Mottonya 'family friendly' yang sering ia gunakan untuk memasuki circle pertemanan manapun yang ia mau.

Sekalian jadi gudang info maksutnya.

Tapi dari semua kalangan siswa, satu pemikiran yang sama terhadap Damian adalah orang bego yang sering mengaku sebagai atheis.

Mereka bertanya, bagaimana konsep dan konteks seorang kristiani mengaku sebagai atheis ? "Kalau jadi atheis kenapa masih menjadi anak Tuhan Yesus?" Pertanyaan ini sering dilayangkan kepada Damian.

"Menjadi anak Tuhan Yesus hanya sebagai penghormatan kepada keluargaku yang kristiani. Aku mengaku athetis, karena sampai sekarang tidak pernah melihat kuasa tuhanku. Hanya ada yang sebaliknya." jawab Damian yang membuat pikiran si pihak bertanya semakin rumit.

Dibalik pengakuannya yang sering membuat orang menganga. Damian masih menjalankan kewajiban beribadahnya dan tetap menjalankan perintah dan larangan tuhannya.

Menjadi seorang yang bisa berbaur dengan hampir lima puluh orang perharinya, membuatnya menjadi pribadi yang ahli dalam bersosialisasi dan menempatkan sifat pada tempat yang tepat. Tidak sering ia juga merasa kesepian karena ia hanya berbaur dengan mereka, tidak sepenuhnya berteman dalam arti yang sebenarnya.

Namun sejak seseorang mengoloknya, "Wibu ini emang wibu pasaran." Seseorang itu menjadi pusaran yang terus berputar di kepala Damian.

*****

"Damian!"

Gebrakan keras memecah keheningan di dalam kelas.
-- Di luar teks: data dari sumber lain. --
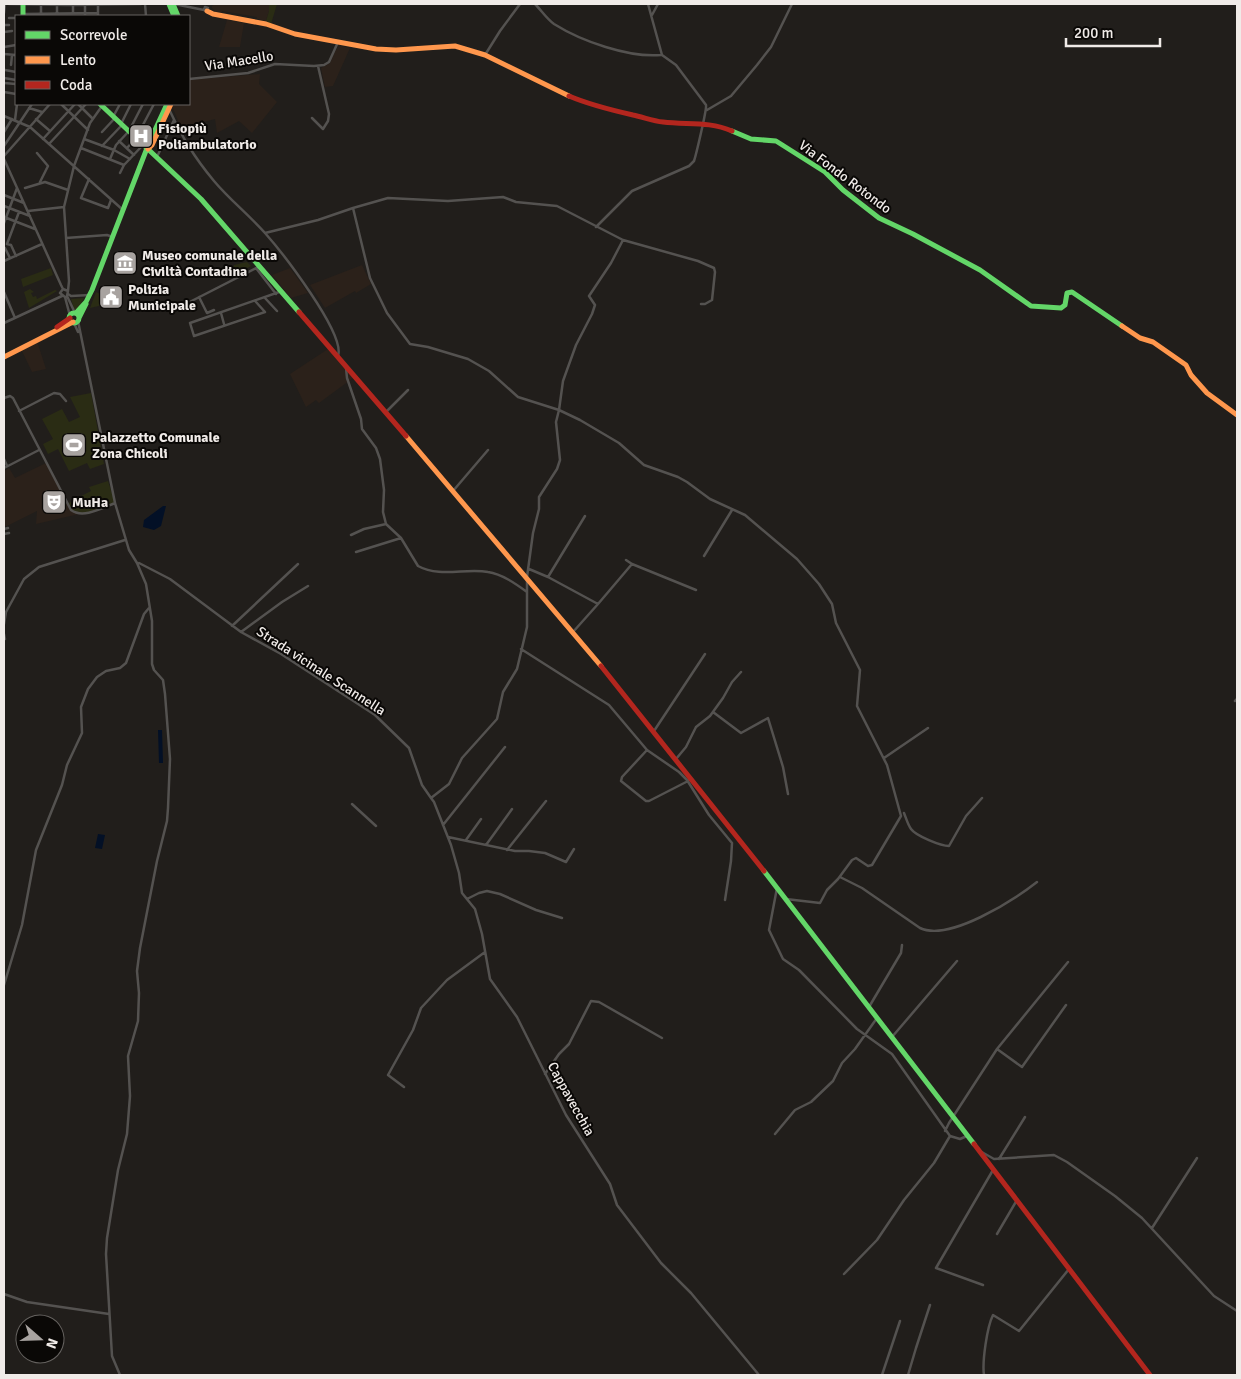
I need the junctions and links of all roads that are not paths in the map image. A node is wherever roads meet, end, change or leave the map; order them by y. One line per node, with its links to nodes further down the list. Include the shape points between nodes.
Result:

Damian mengerjap, mengedipkan mata untuk mengerti situasi yang sedang menimpanya.

Semua mata menuju kepadanya dengan ekspresi yang berbeda-beda. Jadi, semenjak tadi ia melamun?

"Kalau suka itu bilang." Perkataan itu mengundang sorakan teman teman sekelasnya. Bahkan beberapa ada yang berteriak "Sulitt sulitt!"

Ha? Memang apa yang sulit?

Damian mengerutkan kening sambil menatap gurunya yang tiba tiba berkata seperti itu. "Maksutnya, Pak?"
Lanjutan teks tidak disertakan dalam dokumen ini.